Saturday, February 21, 2004

T&T: It's an oil dispute; to hell with flying fish

It's good to be a right CaribPundit. I'd begun to speculate that the whole dispute was more about what was under the sea than what was in the sea, here, see the end of this, middle of this, for instance. Now to the Guardian's story.
Barbados is now calling on T&T to give an assurance that offshore energy blocks now up for bid, in what the Government said are local waters, are not located in any of the maritime areas now under dispute between the two countries.

Barbados Attorney General Mia Mottley made the request during a joint broadcast of Radio Trinidad 730AM’s “Hardline”, Sangeet 106FM’s “Panchayat” talk shows and the Voice of Barbados yesterday morning.

“Could the Trinidad Government please reassure the Government of Barbados...that the bids for 10 offshore blocks opened on the 14th of January this year... and due to be awarded on the 10th of March 2004, do not include any blocks or areas of water that are in the disputed territory between Barbados and T&T,” Mottley said.

At an international energy conference in Port-of-Spain last month, Prime Minister Patrick Manning said, “Government opened the 2003 competitive bid round (July 4, last year), with the publishing of a new Competitive Bidding Order and the bid was closed on January 14, 2004.”

Manning said the 10 blocks consisted of a mixture of shallow-water shelf blocks and deep-water blocks, located on the east and west coasts of Trinidad and the north and east coasts of Tobago.

Yesterday, Mottley conceded Barbados always sought to have maritime boundaries, which cover energy reserves, included in its 14-year-old bi-lateral negotiations with T&T for a fishing agreement.

“To the extent ...that this is a maritime delimitation dispute, all the rights that go with maritime delimitation stand to be considered.

Fishing, mineral rights (oil and natural gas), access to the sea bed, all of those things.”
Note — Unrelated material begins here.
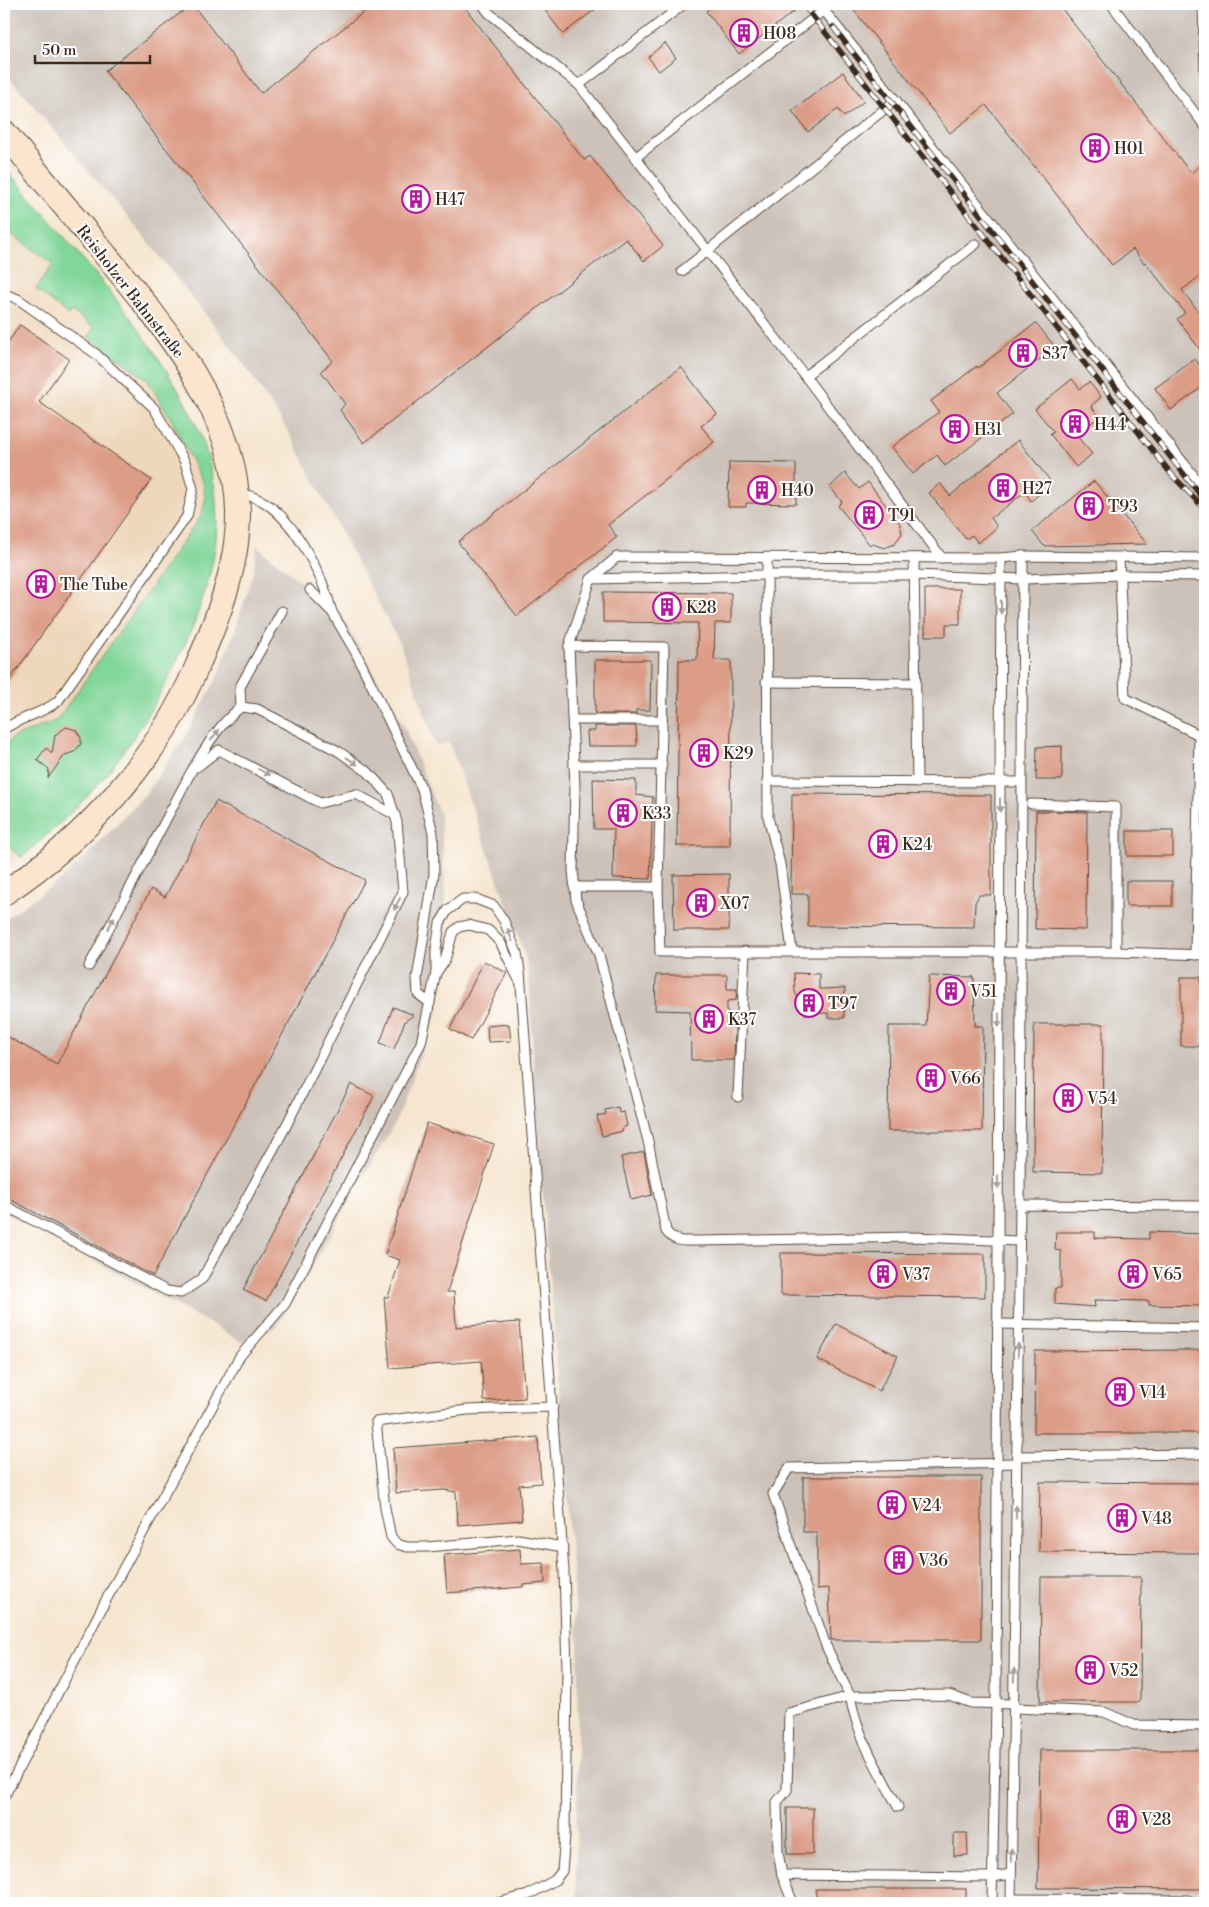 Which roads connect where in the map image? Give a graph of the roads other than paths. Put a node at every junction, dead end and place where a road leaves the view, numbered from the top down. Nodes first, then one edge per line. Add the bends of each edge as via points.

No wonder PM Arthur went sneaking off to UNCLOS last November, since his goal might well be poaching on T&T's off-shore oil. It appears Arthur is hoping that the UN obtain for Barbados that which she has no right to. If AG Mottley can advise Bajan fishermen to follow the flying fish into Tobago's waters if they want, then the government of Barbados is also signaling that it will seize mineral rights, too. The question remains, why did Barbados feel that it had to come with a cocoa scorpion tack? The answer must be that these underhanded means were necessary because there is no legitimate right to the mineral rights to which Barbados would stake a claim.

It seems T&T have settled with that old predator Venezuela only to find a new predator, Barbados, waiting in the wings. Now, if the T&T Coastguard were willing to defend its waters against Bajan fishermen, what does the government of Barbados think T&T will do to defend its marine mineral rights?